(Work instruction):
Which lines of the data below hold "main"? Copy each of them.

(Stored items)
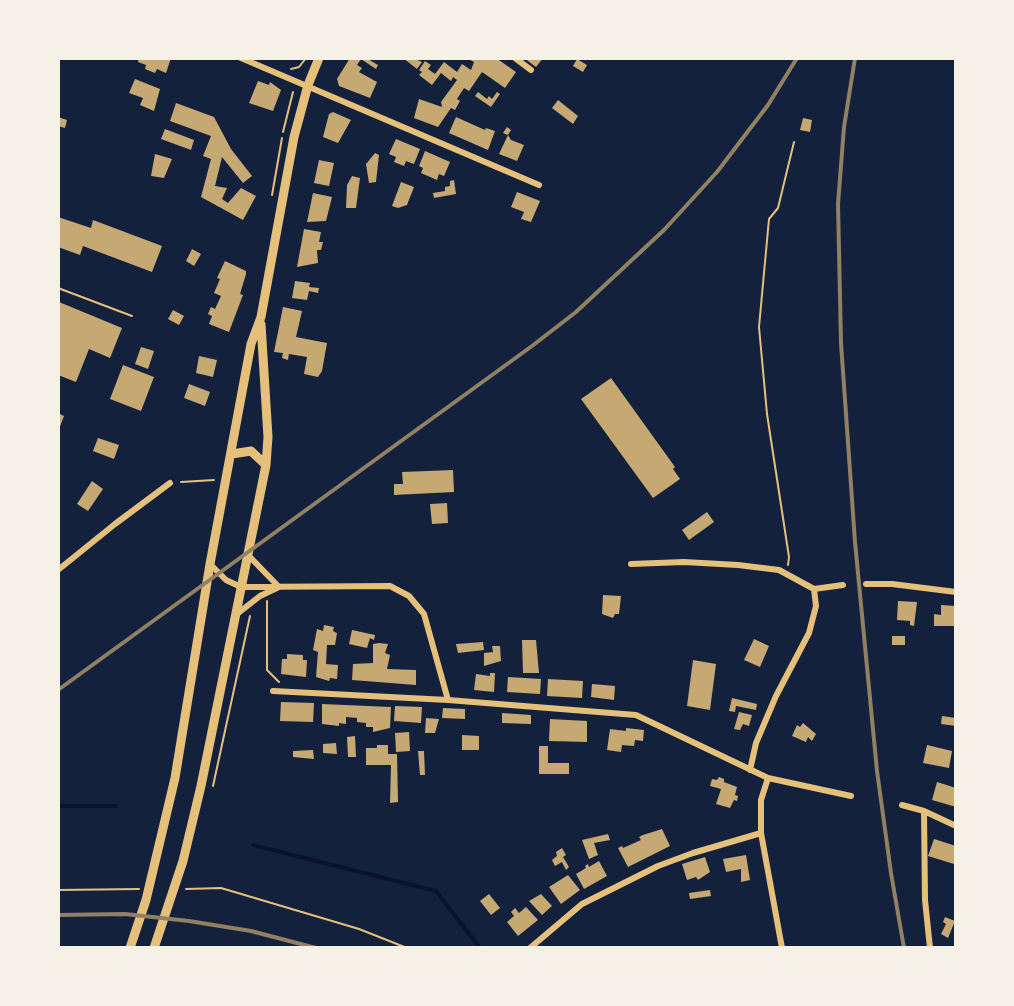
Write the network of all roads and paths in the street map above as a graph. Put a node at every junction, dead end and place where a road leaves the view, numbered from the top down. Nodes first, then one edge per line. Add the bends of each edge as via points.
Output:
1 (241, 58) edge
2 (306, 58) edge
3 (319, 58) edge
4 (515, 58) edge
5 (531, 70) dead end
6 (288, 71) dead end
7 (308, 85) junction
8 (794, 142) dead end
9 (539, 185) dead end
10 (58, 288) edge
11 (132, 316) dead end
12 (261, 317) junction
13 (232, 454) junction
14 (266, 465) junction
15 (215, 481) dead end
16 (183, 482) dead end
17 (170, 483) dead end
18 (248, 555) junction
19 (210, 564) junction
20 (631, 564) dead end
21 (58, 570) edge
22 (787, 574) junction
23 (866, 584) dead end
24 (843, 585) dead end
25 (241, 587) junction
26 (279, 587) junction
27 (814, 589) junction
28 (956, 592) edge
29 (276, 598) dead end
30 (267, 600) junction
31 (261, 602) dead end
32 (252, 610) dead end
33 (235, 616) junction
34 (280, 683) dead end
35 (273, 691) dead end
36 (448, 700) junction
37 (750, 770) junction
38 (768, 778) junction
39 (213, 787) dead end
40 (851, 796) dead end
41 (902, 805) dead end
42 (924, 811) junction
43 (956, 826) edge
44 (761, 833) junction
45 (221, 888) dead end
46 (58, 890) edge
47 (121, 890) dead end
48 (130, 946) edge
49 (154, 948) edge
50 (407, 948) edge
51 (530, 948) edge
52 (782, 948) edge
53 (930, 948) edge

1 - 7 street
2 - 6 path
3 - 7 main road
4 - 5 street
7 - 9 street
7 - 12 main road
8 - 22 path via 778,208 769,219 759,327
10 - 11 path
12 - 13 main road via 251,344
12 - 14 main road
13 - 14 main road via 251,451
13 - 19 main road
14 - 18 main road
15 - 16 path
17 - 21 street
18 - 25 main road
18 - 26 street
19 - 25 street
19 - 48 main road via 175,778
20 - 22 street via 738,565
22 - 27 street
23 - 28 street
24 - 27 street
25 - 26 street
25 - 33 main road
26 - 33 street
26 - 36 street via 390,586 409,596 424,614
27 - 37 street via 809,633 776,696
29 - 30 path
30 - 31 path
30 - 34 path via 267,670
32 - 39 path
33 - 49 main road via 183,861
35 - 36 street
36 - 37 street via 636,715
37 - 38 street
38 - 40 street
38 - 44 street via 761,800
41 - 42 street
42 - 43 street
42 - 53 street
44 - 51 street via 658,866 582,904
44 - 52 street
45 - 50 path
46 - 47 path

(Exercise solution):
3 - 7 main road
7 - 12 main road
12 - 13 main road via 251,344
12 - 14 main road
13 - 14 main road via 251,451
13 - 19 main road
14 - 18 main road
18 - 25 main road
19 - 48 main road via 175,778
25 - 33 main road
33 - 49 main road via 183,861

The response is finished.